The opinion of the court was delivered by: KESSLER
This matter comes before the Court on Defendant's Amended Motion to Dismiss [ # 16].
Having considered Defendant's Motion, Plaintiff's Opposition, Defendant's Reply, Plaintiff's Surreply, the contentions of counsel at oral argument,
and the entire record herein, the Court denies Defendant's Motion for the reasons set forth below.
Plaintiffs Bisrat Mekuria, Tewidros Estafanos, Ace Cash Express, Inc., Ghirmai Ghebremichel, George Beckford, Carlton Henry and Francis Fabrizio, Jr., who own and operate small neighborhood businesses in the Petworth area,
claim that Defendant Washington Metropolitan Area Transit Authority ("WMATA") has taken their property without just compensation, in violation of the Fifth and Fourteenth Amendments to the United States Constitution. Plaintiffs assert a claim of inverse condemnation against WMATA arising out of WMATA's construction of the "Georgia Avenue/Petworth" Metro-rail station near New Hampshire Avenue between Park Road and Randolph Street, N.E. Plaintiffs seek compensation for property allegedly taken by Defendant in connection with this construction, as well as attorneys' fees and costs.

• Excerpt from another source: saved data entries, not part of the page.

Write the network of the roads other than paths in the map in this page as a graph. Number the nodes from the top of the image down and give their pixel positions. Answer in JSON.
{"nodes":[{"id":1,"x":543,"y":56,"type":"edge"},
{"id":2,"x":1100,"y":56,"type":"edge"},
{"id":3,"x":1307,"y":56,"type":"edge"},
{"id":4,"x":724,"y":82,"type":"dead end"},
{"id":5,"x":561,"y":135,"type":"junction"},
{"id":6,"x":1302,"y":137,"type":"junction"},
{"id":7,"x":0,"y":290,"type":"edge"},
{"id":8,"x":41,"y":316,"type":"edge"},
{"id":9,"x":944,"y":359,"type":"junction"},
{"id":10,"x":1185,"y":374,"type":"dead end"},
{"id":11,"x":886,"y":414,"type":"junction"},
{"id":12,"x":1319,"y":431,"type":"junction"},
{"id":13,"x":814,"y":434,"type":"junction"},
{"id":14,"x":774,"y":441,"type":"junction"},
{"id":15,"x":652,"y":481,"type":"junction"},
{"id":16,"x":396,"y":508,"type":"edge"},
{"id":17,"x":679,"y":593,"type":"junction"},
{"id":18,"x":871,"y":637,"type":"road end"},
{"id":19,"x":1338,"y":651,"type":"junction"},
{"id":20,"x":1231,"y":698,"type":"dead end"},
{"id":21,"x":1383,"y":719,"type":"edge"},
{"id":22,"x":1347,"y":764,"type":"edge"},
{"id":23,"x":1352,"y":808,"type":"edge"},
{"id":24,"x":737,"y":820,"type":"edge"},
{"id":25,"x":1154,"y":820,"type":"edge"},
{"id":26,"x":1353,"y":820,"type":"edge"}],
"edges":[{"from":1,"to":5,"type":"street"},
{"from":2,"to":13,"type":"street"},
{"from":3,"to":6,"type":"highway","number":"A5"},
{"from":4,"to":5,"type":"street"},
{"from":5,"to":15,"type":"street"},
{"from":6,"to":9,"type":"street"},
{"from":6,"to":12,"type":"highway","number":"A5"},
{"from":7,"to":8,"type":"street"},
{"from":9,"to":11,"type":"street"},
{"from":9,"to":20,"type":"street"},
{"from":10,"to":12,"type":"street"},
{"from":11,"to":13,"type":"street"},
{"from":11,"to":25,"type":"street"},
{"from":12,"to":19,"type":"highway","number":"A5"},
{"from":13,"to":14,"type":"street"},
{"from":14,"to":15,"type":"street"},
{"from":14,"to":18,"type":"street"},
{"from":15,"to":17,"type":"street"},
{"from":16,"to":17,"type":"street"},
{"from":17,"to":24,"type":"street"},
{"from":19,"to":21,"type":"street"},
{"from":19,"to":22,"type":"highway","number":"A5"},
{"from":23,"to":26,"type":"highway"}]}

In August of 1993, WMATA, with a private construction company acting as its agent, began construction of a new Metro-rail station ("Metro Station") to be located in the vicinity of Georgia Avenue and New Hampshire Avenue between Park Road and Randolph Street. This construction has involved closing and excavating portions of both Georgia Avenue and New Hampshire Avenue. Am. Compl. P 13. Plaintiffs all own or lease commercial property adjoining or abutting the portions of New Hampshire Avenue under construction. Am. Compl. P 4-11.
Prior to beginning construction, WMATA acquired through formal condemnation proceedings several properties adjacent to the construction site, on the Western side of New Hampshire Avenue. Defendant did not, however, formally condemn any of Plaintiffs' properties. Am. Compl. P 16.
The construction site occupies the entire width of New Hampshire Avenue and runs for approximately 920 feet, or the equivalent of approximately three city blocks. Am. Compl. P 14. A nine foot high chain link fence topped with barbed wire surrounds the entire construction site, including both the excavation area itself and other additional areas used for construction equipment and associated facilities. Am. Compl. § 21. This fence runs within one foot of the edge of the pedestrian sidewalks in front of Plaintiffs' properties. Am. Compl. P 14. Plaintiffs believe that the portion of New Hampshire Avenue currently under construction is expected to remain closed until 1998.
Am. Compl. P 15.
New Hampshire Avenue is a major thoroughfare running through the Petworth section of Washington. Before the beginning of this construction, Plaintiffs relied upon use of New Hampshire Avenue for access to their businesses. Pedestrian and vehicular traffic along New Hampshire Avenue provide a significant portion of Plaintiffs' customers and clients. In addition, prior to commencement of construction, large shipments of goods and supplies were typically delivered by trucks and other vehicles that parked along New Hampshire Avenue next to Plaintiffs' stores. Am. Compl. P 17.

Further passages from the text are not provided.